Informations disponibles dans le cadre d’une procédure judiciaire
38 Existe-t-il des procédures permettant la divulgation d’informations sur un débiteur de la sentence dans votre juridiction ?
Selon la Constitution, tous les documents soumis à une autorité gouvernementale (par exemple, un tribunal) deviennent publics et sont divulgués sur demande, à moins qu’il n’existe un motif légal de secret (par exemple, les secrets commerciaux). Cette liberté d’information peut être utilisée pour identifier des actifs.
Lors de l’exécution d’une sentence, l’Autorité suédoise d’exécution enquête, dans la mesure du nécessaire, sur l’emploi et les revenus du débiteur et vérifie s’il possède des biens susceptibles d’être saisis.

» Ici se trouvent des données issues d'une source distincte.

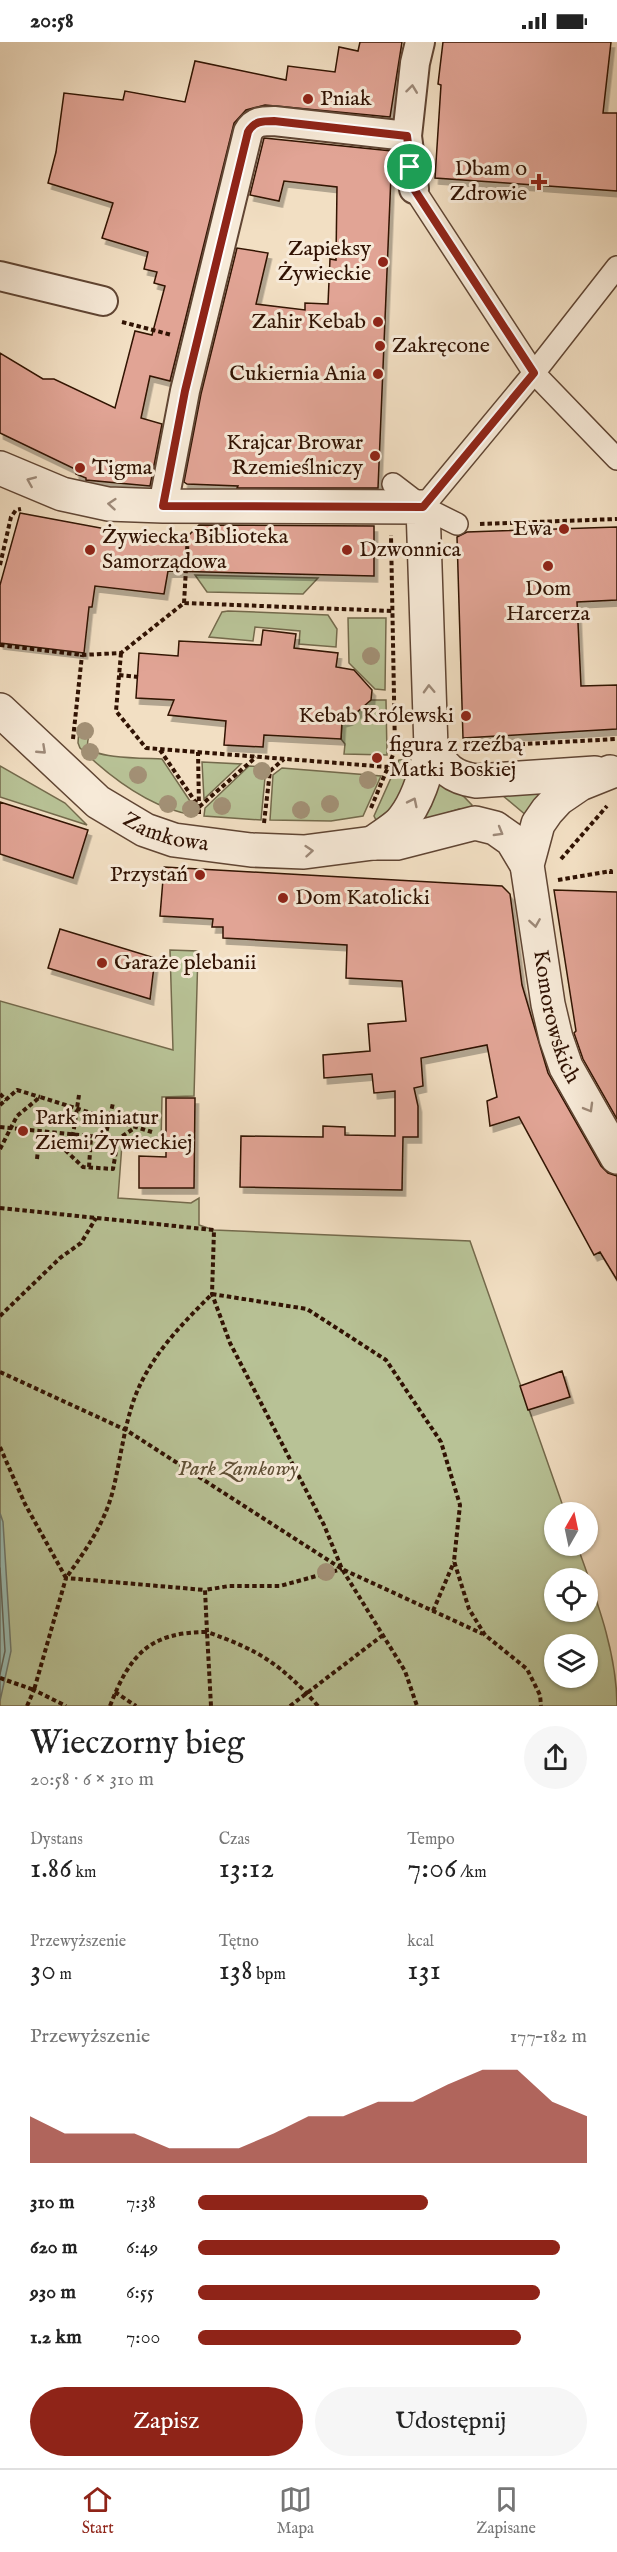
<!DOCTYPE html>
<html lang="pl">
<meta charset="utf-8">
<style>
body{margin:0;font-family:"IM FELL English",serif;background:#f6f6f6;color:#222;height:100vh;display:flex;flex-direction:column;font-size:22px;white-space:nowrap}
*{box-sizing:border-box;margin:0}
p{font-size:20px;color:#767676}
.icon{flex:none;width:33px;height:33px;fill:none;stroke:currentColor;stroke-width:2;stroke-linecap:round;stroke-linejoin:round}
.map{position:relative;height:1664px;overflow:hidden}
.details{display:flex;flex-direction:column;background:#fff;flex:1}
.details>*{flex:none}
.needle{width:39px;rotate:9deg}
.buttons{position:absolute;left:544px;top:1460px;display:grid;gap:12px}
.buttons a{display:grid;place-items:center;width:54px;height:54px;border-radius:50%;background:#fff;box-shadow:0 2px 4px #0004;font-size:30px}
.pin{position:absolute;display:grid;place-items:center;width:51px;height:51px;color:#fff;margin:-26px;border:3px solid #fff;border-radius:50%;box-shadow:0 2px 6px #0007}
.round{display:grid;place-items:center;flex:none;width:63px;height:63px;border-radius:32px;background:#f6f6f6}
.headline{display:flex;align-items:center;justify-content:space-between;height:102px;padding:0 30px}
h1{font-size:33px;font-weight:600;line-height:45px}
.stats{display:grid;grid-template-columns:repeat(3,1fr);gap:9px;height:102px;padding:6px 30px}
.stats div{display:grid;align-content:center}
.stats b{font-size:30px;font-weight:600}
.stats small{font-size:16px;font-weight:400}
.stats p{font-size:16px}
.chart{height:168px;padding:12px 30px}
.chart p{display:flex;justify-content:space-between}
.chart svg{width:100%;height:108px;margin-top:6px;fill:#8f2418;opacity:.7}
.cta{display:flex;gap:12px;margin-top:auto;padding:12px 30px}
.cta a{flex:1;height:69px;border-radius:36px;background:#8f2418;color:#fff;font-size:24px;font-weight:600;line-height:69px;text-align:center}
.cta a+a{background:#f6f6f6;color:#222}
ul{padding:0 30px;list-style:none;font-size:20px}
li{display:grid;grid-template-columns:96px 72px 1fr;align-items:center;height:45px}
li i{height:15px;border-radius:8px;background:#8f2418}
.status{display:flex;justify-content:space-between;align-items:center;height:42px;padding:0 30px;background:#fff;direction:ltr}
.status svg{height:16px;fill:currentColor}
.dock{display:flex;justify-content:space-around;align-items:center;height:84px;border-top:2px solid #e0e0e0;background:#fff;font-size:16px;color:#767676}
.dock a{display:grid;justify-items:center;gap:3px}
.dock .active{color:#8f2418}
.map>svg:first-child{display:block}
</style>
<div class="status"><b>20:58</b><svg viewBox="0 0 49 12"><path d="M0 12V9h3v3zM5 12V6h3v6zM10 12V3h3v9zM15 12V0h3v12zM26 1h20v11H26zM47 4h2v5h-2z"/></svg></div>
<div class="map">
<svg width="617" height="1664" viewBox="0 0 617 1664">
<defs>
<filter id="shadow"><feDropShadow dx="3.5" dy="6" stdDeviation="0" flood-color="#0004"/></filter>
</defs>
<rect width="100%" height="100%" fill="#f2dfc3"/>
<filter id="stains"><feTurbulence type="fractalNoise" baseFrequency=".00333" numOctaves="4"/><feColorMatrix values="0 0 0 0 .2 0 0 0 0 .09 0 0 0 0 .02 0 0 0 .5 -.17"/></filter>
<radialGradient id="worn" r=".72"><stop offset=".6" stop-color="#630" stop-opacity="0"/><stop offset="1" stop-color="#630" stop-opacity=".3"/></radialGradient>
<path fill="#b8c296" stroke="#746a4c" stroke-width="1.5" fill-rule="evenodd" d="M 195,533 L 318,536 L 303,552 L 207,550 Z
M 228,569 L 328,573 L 337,587 L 336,605 L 299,602 L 300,589 L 255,585 L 253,599 L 209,595 L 222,570 Z
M 348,576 L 386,576 L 385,648 L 375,647 L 349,621 Z
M 371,658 L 386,658 L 387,713 L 344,712 L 345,702 L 341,697 L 342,679 L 348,678 L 347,671 Z
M 79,686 L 90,687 C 90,692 86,701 88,705 C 95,717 147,716 162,717 L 194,765 L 193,773 C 150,766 111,736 80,706 L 78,701 Z
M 417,717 L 394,764 L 376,778 L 374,774 L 399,718 Z
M 202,720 L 241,722 L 204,757 Z
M 0,724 L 65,761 L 87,783 L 0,755 Z
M 249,724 L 266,725 L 261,778 L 204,774 L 205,766 Z
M 282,726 L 381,734 L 363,774 L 331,779 L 270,778 L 273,733 Z
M 437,734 C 450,741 462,752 472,763 L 471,767 L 459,767 L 412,782 Z
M 551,745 L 527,774 L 496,748 Z
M 170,908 L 198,909 L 194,1054 L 162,1055 L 161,1102 L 122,1102 L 118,1156 L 191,1161 L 199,1156 L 199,1183 L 214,1188 L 470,1199 L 565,1470 L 555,1470 L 555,1503 L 577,1503 C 595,1554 617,1609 617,1664 L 0,1664 L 0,959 L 173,1008 ZM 555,1536 L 588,1536 L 588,1569 L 555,1569 ZM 555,1602 L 588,1602 L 588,1635 L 555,1635 Z"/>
<path fill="#9bbdb3" stroke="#70796d" stroke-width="1.5" d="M 0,1471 L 3,1480 L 11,1609 L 0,1659 Z"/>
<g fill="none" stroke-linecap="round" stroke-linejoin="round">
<path stroke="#66685b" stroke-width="1.5" d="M 0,1526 L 5,1609 L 0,1632"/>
</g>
<path fill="#e1a495" stroke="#301203" stroke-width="1.5" filter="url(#shadow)" d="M 360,0 L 402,0 L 390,75 L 265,63 L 246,68 L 234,81 L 170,339 L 150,334 L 141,376 L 162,382 L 150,444 L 86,438 L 86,436 L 76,432 L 75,427 L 0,391 L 0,311 L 43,337 L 54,337 L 115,366 L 135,289 L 152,293 L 165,244 L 154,241 L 157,230 L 144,227 L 148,210 L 102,196 L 113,161 L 48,141 L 56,110 L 64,51 L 123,58 L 125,49 L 185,60 L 195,19 L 286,38 L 288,24 L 335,30 L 339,5 L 358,9 Z
M 443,0 L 611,0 L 603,71 L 617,71 L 617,149 L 435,136 L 441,43 L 438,42 Z
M 264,96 L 392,109 L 378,446 L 237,446 L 238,444 L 187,442 L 184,440 L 201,352 L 237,206 L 268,211 L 256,262 L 305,268 L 305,261 L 328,262 L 330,217 L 336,218 L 337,145 L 284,139 L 279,159 L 250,153 Z
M 20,471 L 181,501 L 199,483 L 374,484 L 374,534 L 168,529 L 164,552 L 95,544 L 92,565 L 89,565 L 84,611 L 0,601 L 0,543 Z
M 617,485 L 617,558 L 577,560 L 581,644 L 617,643 L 617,687 L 463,696 L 457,495 L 467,490 Z
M 263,588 L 296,592 L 294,606 L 338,611 L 336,625 L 354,628 L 372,648 L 371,658 L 349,677 L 342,679 L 341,697 L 264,693 L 263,705 L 224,703 L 226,679 L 168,673 L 174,658 L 136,656 L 139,611 L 178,614 L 179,599 L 261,603 Z
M 0,760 L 88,788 L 73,836 L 0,812 Z
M 164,825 L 502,844 L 510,852 L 522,943 L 548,1031 L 601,1124 L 608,1131 L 617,1134 L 617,1238 L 600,1210 L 594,1213 L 519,1075 L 490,1084 L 487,1059 L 497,1055 L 487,1003 L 421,1016 L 423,1044 L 414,1046 L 418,1064 L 418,1095 L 403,1095 L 402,1148 L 240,1145 L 241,1094 L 323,1095 L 323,1084 L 345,1085 L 345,1093 L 395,1094 L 395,1049 L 374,1051 L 372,1032 L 324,1036 L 323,1013 L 370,1009 L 368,982 L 406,979 L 402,939 L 346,936 L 347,903 L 223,896 L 223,885 L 212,885 L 213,877 L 160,874 Z
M 554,848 L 617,850 L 617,1077 L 583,1017 L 574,991 L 576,989 Z
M 60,887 L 155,916 L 150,957 L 48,926 Z
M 166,1056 L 195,1056 L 194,1146 L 139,1146 L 139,1114 L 166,1115 Z
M 562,1329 L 570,1355 L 528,1368 L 520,1344 Z"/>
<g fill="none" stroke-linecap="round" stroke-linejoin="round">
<defs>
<path id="pedestrian" d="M 414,147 L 534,331 L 617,417
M 393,442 L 423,465 L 457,482
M 423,465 L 534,331 L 617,225"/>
<path id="minor" d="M 414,147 L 407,94 L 415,21 L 420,0
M 0,234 L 103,259
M 163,464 L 185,349 L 248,90 C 254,79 262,79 274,79 L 407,94"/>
<g id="tertiary">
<path d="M 0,426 L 62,452 L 108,462 L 163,464 L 423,465 L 431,706 C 426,731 418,761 400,781 C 393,788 382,794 373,801"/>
<path id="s1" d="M 0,668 L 98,760 L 145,788 L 174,798 L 251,808 L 304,810 L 373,801 L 397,801 L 475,781 L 495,786 L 512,798 L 527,823"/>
<path d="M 431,706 C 445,727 451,735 476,739 L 595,731"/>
<path id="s2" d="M 610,730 L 580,742 L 558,757 L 547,769 L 538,782 L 527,823 L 548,962 L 556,996 L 566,1025 L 617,1115"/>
</g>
</defs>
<use href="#pedestrian" stroke="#604533" stroke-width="24"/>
<use href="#minor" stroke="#604533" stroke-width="32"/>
<use href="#tertiary" stroke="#604533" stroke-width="36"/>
<path stroke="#301203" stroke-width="4" stroke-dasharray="4.5 3" stroke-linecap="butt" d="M 122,280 L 172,293
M 480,482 L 617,477
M 0,523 L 11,475 L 16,468 L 21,467
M 184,561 L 188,492
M 0,603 L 82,613 L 121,611 L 184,561 L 393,569
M 121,611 L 116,669 L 146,706 L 388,725
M 119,633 L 138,635
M 73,697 L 82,613
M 468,705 L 617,697
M 160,708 L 199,765 L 198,710
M 371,766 L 395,708 L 391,493
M 199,772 L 199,765 L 256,715
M 264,781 L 270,729 L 284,717
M 561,817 L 607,764
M 558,838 L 611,829 L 611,832
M 0,1052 L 6,1058
M 79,1053 L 73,1093 L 63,1106 L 83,1125 L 113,1127 L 118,1097 L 136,1085
M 0,1063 L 17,1048 L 40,1055
M 0,1085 L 118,1097
M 105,1096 L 113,1061
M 0,1107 L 17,1074 L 40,1055 L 152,1090
M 37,1117 L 40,1089
M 89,1125 L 91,1095
M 0,1166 L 214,1188 L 212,1252 L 230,1301 L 324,1483 L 342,1527 L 405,1629 L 417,1664
M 0,1274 L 60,1216 L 81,1201 L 96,1176
M 0,1330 L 126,1388 L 342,1527 L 483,1592
M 0,1405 L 25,1462 L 66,1536 C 85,1509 103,1484 112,1452 C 121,1418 125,1372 141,1341 C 158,1306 185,1279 212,1252 L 307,1267 L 386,1318 L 441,1400 L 460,1463 L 454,1519 L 469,1567 L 485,1593 L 527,1627 L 540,1653 L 541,1664
M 433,1569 L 454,1520
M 0,1636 L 34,1648 L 66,1536 L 205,1548
M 115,1650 L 136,1664
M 27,1664 L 34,1648 L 66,1664
M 110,1664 C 130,1612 150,1590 207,1590 L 211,1664
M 290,1664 L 383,1593
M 318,1664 C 282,1623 259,1608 207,1590 L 205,1548 L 229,1544 L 280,1544 L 342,1527"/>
<use href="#pedestrian" stroke="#f7ead8" stroke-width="21"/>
<use href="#minor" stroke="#f7ead8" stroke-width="28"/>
<use href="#tertiary" stroke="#f7ead8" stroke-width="33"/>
</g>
<g fill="#a29075">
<circle cx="371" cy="614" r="9"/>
<circle cx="85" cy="689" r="9"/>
<circle cx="90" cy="710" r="9"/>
<circle cx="262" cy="729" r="9"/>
<circle cx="138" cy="733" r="9"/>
<circle cx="368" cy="738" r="9"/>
<circle cx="168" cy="762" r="9"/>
<circle cx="330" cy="762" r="9"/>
<circle cx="222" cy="764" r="9"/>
<circle cx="191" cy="767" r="9"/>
<circle cx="301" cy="768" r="9"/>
<circle cx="326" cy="1530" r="9"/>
</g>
<defs><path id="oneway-chevron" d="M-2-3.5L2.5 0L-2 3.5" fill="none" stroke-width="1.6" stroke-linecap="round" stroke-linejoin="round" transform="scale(1.5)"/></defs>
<g stroke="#9d8978">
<use href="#oneway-chevron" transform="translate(412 47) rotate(-83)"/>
<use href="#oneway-chevron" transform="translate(31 439) rotate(-157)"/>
<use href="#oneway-chevron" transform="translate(112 462) rotate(-175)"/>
<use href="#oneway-chevron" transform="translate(429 647) rotate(-92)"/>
<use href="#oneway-chevron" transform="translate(42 708) rotate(43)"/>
<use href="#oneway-chevron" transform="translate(413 760) rotate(-64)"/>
<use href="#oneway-chevron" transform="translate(499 790) rotate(30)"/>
<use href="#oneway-chevron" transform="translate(309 809) rotate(-5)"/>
<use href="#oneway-chevron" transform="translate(535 881) rotate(81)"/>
<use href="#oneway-chevron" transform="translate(589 1066) rotate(60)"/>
</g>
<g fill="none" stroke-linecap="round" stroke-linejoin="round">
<defs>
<path id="route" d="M 274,79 L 407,94 L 414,147 L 534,331 L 423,465 L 163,464 L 185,349 L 248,90 C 254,79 262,79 274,79 Z"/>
</defs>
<use href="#route" stroke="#fff" stroke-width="12"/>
<use href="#route" stroke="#8f2418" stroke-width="8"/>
</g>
<g fill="#8f2418" stroke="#f7ead8" stroke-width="2">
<circle cx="308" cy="57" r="6"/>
<path d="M536 131h6v6h6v6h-6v6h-6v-6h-6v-6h6z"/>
<circle cx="383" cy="220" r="6"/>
<circle cx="378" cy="280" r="6"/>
<circle cx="380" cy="304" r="6"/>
<circle cx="378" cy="332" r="6"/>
<circle cx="375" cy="414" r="6"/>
<circle cx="80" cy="426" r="6"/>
<circle cx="564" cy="487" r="6"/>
<circle cx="90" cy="508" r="6"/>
<circle cx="347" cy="508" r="6"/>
<circle cx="548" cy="524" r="6"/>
<circle cx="466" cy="674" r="6"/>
<circle cx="377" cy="716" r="6"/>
<circle cx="200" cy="833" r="6"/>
<circle cx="283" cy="856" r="6"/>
<circle cx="102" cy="921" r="6"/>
<circle cx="23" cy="1089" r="6"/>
</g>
<g text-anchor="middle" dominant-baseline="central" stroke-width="6" stroke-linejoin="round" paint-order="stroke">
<g font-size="22" fill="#301203" stroke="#f7ead8" text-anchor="start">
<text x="320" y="57">Pniak</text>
<text x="527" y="127" text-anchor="end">Dbam o<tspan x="527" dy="25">Zdrowie</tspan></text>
<text x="371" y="207" text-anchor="end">Zapieksy<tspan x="371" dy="25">Żywieckie</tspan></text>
<text x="366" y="280" text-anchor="end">Zahir Kebab</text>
<text x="392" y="304">Zakręcone</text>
<text x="366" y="332" text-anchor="end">Cukiernia Ania</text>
<text x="363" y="401" text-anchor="end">Krajcar Browar<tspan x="363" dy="25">Rzemieślniczy</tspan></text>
<text x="92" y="426">Tigma</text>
<text x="552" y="487" text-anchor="end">Ewa</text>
<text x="102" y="495">Żywiecka Biblioteka<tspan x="102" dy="25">Samorządowa</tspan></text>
<text x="359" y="508">Dzwonnica</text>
<text x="548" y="547" text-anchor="middle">Dom<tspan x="548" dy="25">Harcerza</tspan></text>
<text x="454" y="674" text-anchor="end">Kebab Królewski</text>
<text x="389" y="703">figura z rzeźbą<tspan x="389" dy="25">Matki Boskiej</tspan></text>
<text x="188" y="833" text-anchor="end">Przystań</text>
<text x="295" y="856">Dom Katolicki</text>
<text x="114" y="921">Garaże plebanii</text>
<text x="35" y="1076">Park miniatur<tspan x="35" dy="25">Ziemi Żywieckiej</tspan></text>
</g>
<g font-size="22" fill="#301203" stroke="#f7ead8">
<text stroke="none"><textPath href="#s1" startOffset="210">Zamkowa</textPath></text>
<text stroke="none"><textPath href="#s2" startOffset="288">Komorowskich</textPath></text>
</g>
<g font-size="22" font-style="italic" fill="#605036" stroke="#f7ead8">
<text x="238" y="1427">Park Zamkowy</text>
</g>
</g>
<rect width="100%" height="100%" filter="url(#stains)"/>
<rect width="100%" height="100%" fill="url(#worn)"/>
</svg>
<div class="buttons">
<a><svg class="needle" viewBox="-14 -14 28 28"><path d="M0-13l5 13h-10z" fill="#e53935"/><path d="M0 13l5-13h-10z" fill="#767676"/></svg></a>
<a><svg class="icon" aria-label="locate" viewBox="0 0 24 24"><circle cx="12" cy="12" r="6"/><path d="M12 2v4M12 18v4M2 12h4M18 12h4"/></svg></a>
<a><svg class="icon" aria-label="layers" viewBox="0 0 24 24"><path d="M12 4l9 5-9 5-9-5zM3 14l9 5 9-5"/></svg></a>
</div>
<div class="pin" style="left:410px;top:125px;background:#1e9e55"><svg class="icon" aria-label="arrive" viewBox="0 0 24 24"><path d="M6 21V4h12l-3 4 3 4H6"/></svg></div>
</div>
<section class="details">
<div class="headline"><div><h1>Wieczorny bieg</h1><p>20:58 · 6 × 310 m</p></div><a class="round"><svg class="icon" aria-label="share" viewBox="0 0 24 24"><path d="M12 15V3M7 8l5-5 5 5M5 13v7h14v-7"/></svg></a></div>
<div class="stats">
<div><p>Dystans</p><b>1.86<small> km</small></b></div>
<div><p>Czas</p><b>13:12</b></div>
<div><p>Tempo</p><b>7:06<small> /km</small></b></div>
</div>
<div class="stats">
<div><p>Przewyższenie</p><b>30<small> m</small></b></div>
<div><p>Tętno</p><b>138<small> bpm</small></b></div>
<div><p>kcal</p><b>131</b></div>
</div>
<div class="chart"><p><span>Przewyższenie</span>177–182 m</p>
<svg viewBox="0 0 160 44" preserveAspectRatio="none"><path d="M0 44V25L10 32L20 32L30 32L40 38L50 38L60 38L70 32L80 25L90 25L100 19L110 19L120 12L130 6L140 6L150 19L160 25V44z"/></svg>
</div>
<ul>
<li><b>310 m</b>7:38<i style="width:59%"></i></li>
<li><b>620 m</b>6:49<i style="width:93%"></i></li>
<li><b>930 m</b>6:55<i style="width:88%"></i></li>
<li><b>1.2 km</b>7:00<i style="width:83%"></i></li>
</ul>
<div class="cta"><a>Zapisz</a><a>Udostępnij</a></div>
</section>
<nav class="dock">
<a class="active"><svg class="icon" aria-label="home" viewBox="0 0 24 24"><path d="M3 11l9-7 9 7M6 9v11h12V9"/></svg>Start</a>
<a><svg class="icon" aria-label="map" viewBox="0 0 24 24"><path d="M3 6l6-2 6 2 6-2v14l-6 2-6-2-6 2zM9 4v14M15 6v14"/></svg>Mapa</a>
<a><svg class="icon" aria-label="saved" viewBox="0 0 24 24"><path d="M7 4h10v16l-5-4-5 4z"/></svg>Zapisane</a>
</nav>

Si un débiteur fait faillite, le syndic de faillite enquête sur les actifs du débiteur. À cet égard, le débiteur doit fournir des informations sur ses biens en Suède et à l’étranger.
Procédures d’exécution
Biens saisissables
39 Quels types d’actifs peuvent être saisis dans votre juridiction ?
En principe, tous les actifs peuvent être saisis. Certaines exceptions à cette règle sont énoncées au chapitre 5 du Code d’exécution. Par exemple, si le débiteur est une personne, les biens nécessaires à sa subsistance sont exclus de la saisie.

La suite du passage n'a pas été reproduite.